Fetal hiccups feel like a small, rhythmic pulsing or twitching in your belly, almost like a tiny heartbeat you can feel from the outside. They’re distinctly different from kicks or rolls. Most pregnant people start noticing them between weeks 21 and 24, and they’re one of the more surprising sensations of pregnancy because they feel so repetitive and mechanical compared to other fetal movements.
What Fetal Hiccups Actually Feel Like
The hallmark of fetal hiccups is their rhythm. Unlike kicks, which come at random intervals and vary in strength, hiccups produce a steady, evenly spaced pulsing sensation. Think of a light, repetitive tap happening every few seconds in the same spot. Some people describe it as a gentle popping or a soft jerk, repeated over and over at a predictable pace. You might even see your belly jump slightly with each one.
They tend to come from one consistent location in your abdomen, wherever your baby’s chest happens to be positioned. Kicks and punches, by contrast, can hit different spots as your baby moves its limbs around. That fixed location combined with the clock-like regularity is usually enough to tell hiccups apart from everything else you’re feeling.
How Long Each Episode Lasts
A typical bout of fetal hiccups lasts around three and a half minutes, though there’s a wide range. Some episodes are over in about a minute. Others can go on for eight minutes or longer. Many pregnant people report feeling them multiple times a day, especially in the second half of pregnancy. Two to four episodes daily is common, and each one can feel slightly different in intensity depending on your baby’s position and size at that point in pregnancy.
When You’ll Start Feeling Them
Your baby actually starts hiccupping far earlier than you’d expect. Fetal hiccups can begin as early as nine weeks after conception, and they’re the most common diaphragm movement before 26 weeks. You won’t feel those early ones, though, because your baby is still too small for the movements to register.
Most people first notice fetal hiccups between weeks 21 and 24, right around the same time you start feeling other distinct movements. At this stage, they show up as repeated jerky movements that stand out from the flutters and rolls you’ve been getting used to. As your baby grows through the third trimester, hiccups often become more noticeable and easier to identify because there’s less room for the baby to move around freely, making each small spasm more pronounced against your uterine wall.
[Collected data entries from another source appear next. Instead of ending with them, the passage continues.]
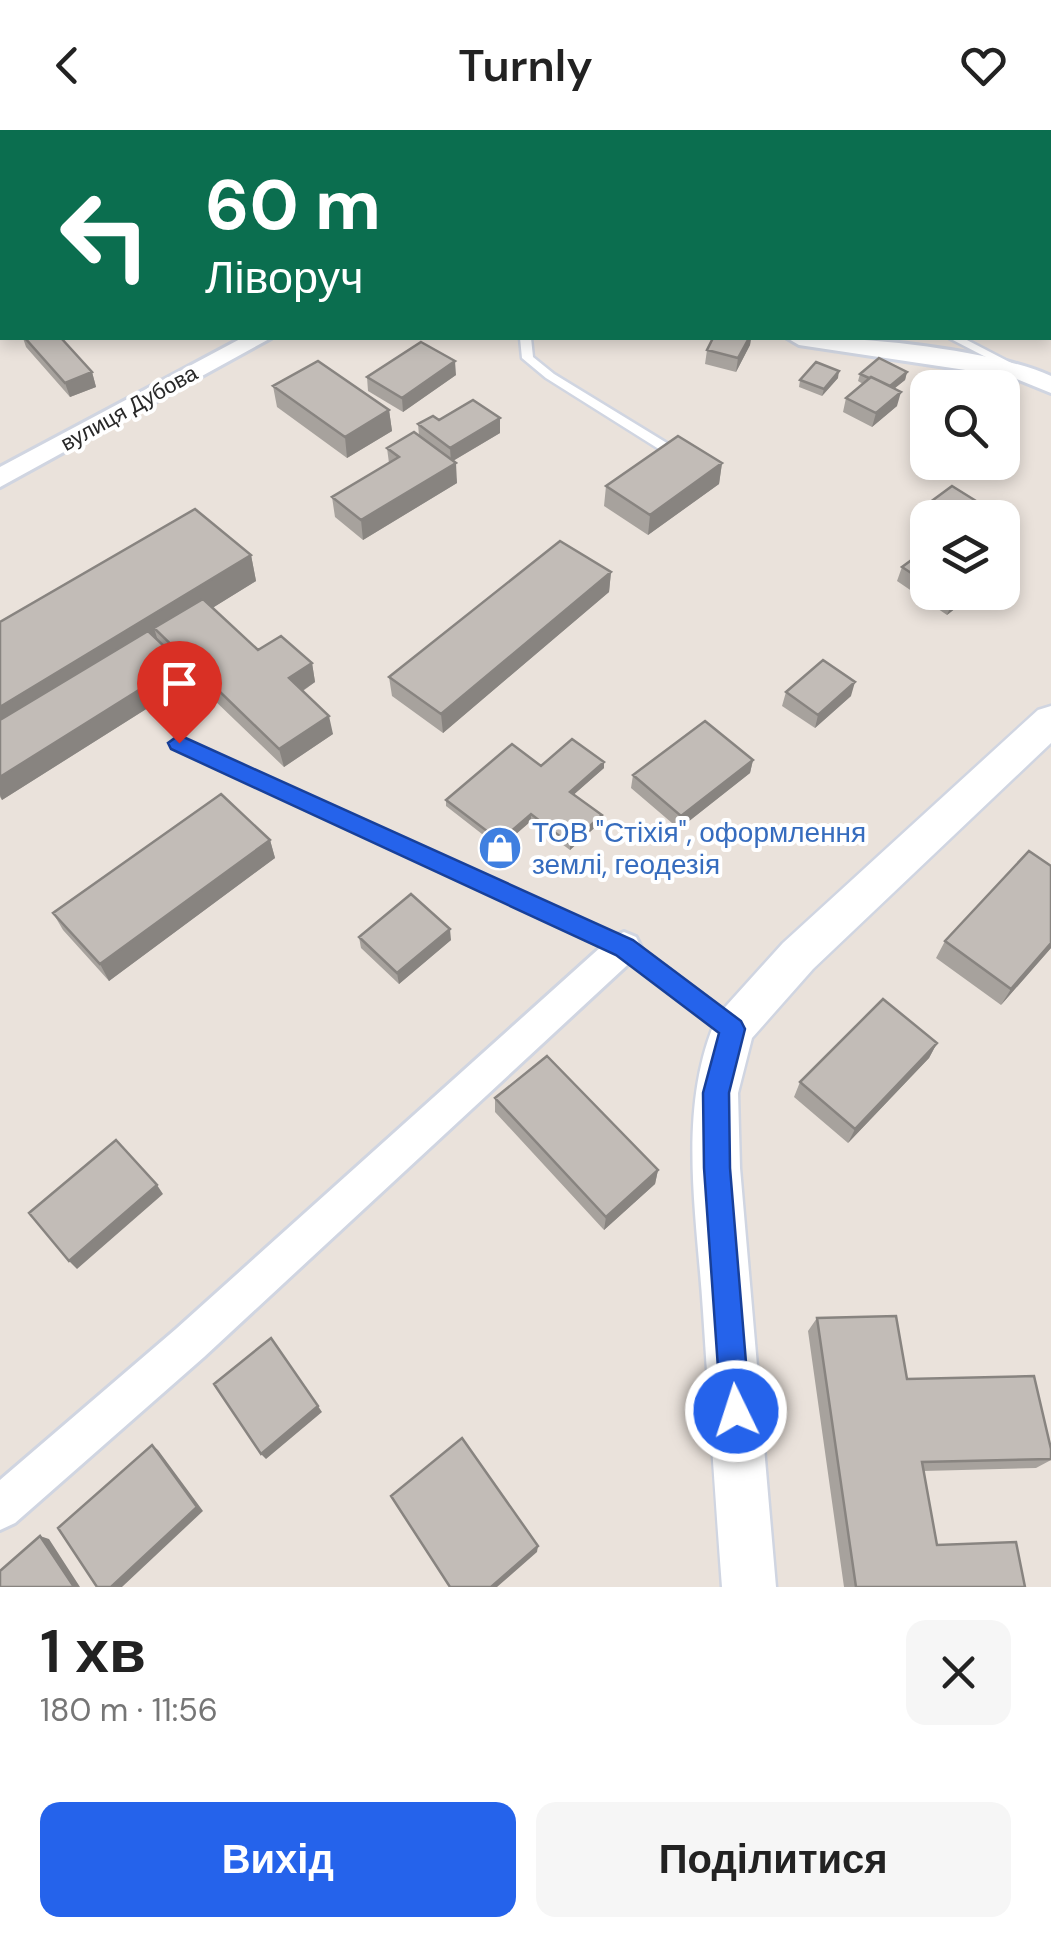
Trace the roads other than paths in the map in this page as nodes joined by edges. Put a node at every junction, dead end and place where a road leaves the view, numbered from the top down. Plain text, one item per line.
1 (255, 340) edge
2 (526, 340) edge
3 (813, 340) edge
4 (959, 340) edge
5 (1018, 370) joint
6 (1020, 371) edge
7 (1051, 384) edge
8 (666, 448) edge
9 (0, 478) edge
10 (1051, 720) edge
11 (179, 743) dead end
12 (624, 947) junction
13 (733, 1029) junction
14 (0, 1508) edge
15 (750, 1587) edge

1 - 9 street, вулиця Дубова
2 - 8 lane
3 - 5 street
4 - 5 lane
6 - 7 street
10 - 13 street
11 - 12 lane
12 - 13 lane
12 - 14 street
13 - 15 street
Why Babies Hiccup Before Birth
Fetal hiccups happen when your baby’s diaphragm contracts involuntarily, the same basic mechanism as hiccups after birth. But in the womb, these contractions appear to serve a developmental purpose. Researchers consider fetal hiccups a form of exercise for the breathing muscles. The diaphragm repeatedly contracts against a closed airway, building the strength and coordination your baby will need to breathe air for the first time.
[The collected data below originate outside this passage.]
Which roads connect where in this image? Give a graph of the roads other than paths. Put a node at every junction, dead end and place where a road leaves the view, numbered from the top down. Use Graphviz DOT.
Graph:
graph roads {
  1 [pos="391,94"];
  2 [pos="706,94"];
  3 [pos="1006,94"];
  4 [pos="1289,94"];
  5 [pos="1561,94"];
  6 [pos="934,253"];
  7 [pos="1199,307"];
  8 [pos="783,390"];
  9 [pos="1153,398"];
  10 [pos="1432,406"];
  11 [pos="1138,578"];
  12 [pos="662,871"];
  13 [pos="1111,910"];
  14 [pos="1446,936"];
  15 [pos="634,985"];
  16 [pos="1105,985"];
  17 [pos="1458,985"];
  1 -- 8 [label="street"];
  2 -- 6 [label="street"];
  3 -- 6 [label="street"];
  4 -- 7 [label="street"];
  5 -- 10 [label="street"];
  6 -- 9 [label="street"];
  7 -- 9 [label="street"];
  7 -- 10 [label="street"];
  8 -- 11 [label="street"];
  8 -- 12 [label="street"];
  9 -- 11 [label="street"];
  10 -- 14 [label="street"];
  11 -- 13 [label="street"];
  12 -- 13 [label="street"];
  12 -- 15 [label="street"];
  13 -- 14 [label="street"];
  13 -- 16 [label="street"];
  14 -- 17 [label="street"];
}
There’s also evidence that hiccups help develop the reflexes involved in suckling and gasping, two critical survival skills for a newborn. So while they might feel odd from the outside, those rhythmic little pulses are your baby’s respiratory system practicing for life outside the womb.
Hiccups vs. Kicks vs. Rolls
If you’re trying to figure out which movement you’re feeling, here’s how they compare:
- Hiccups: Rhythmic, evenly spaced, same location, feel like a light pulse or twitch repeated every few seconds.
- Kicks and jabs: Sudden, stronger, irregular timing, can happen in different spots as the baby shifts position. More common after 30 weeks.
- Rolls and stretches: Slower, broader movements where you might see your belly shift shape. Feel like pressure moving across your abdomen rather than a sharp tap.
The easiest test: if the movement repeats at a steady tempo for a minute or more and stays in one place, it’s almost certainly hiccups.
When Hiccups Deserve Attention
Fetal hiccups are normal throughout most of pregnancy and generally not a cause for concern. They tend to be most frequent in the second trimester and early third trimester, then gradually taper off as your due date approaches.
The pattern to watch for is a change late in pregnancy. After week 32, daily hiccup episodes become less typical. Research in BMC Pregnancy and Childbirth found that in animal models, intermittent umbilical cord compression triggered fetal hiccups, and the authors noted that hiccups occurring daily after 28 weeks, particularly more than four times per day, warrant fetal evaluation. Episodes lasting longer than 15 minutes or a sudden increase in frequency from what’s been normal for your baby are also worth mentioning to your provider.
This doesn’t mean late hiccups are automatically a problem. It means a noticeable change in pattern, especially a significant increase in how often or how long they last, is worth a conversation. Your provider can do an ultrasound to check blood flow and rule out any cord issues. In the vast majority of cases, everything looks fine and your baby is simply still practicing those breathing muscles.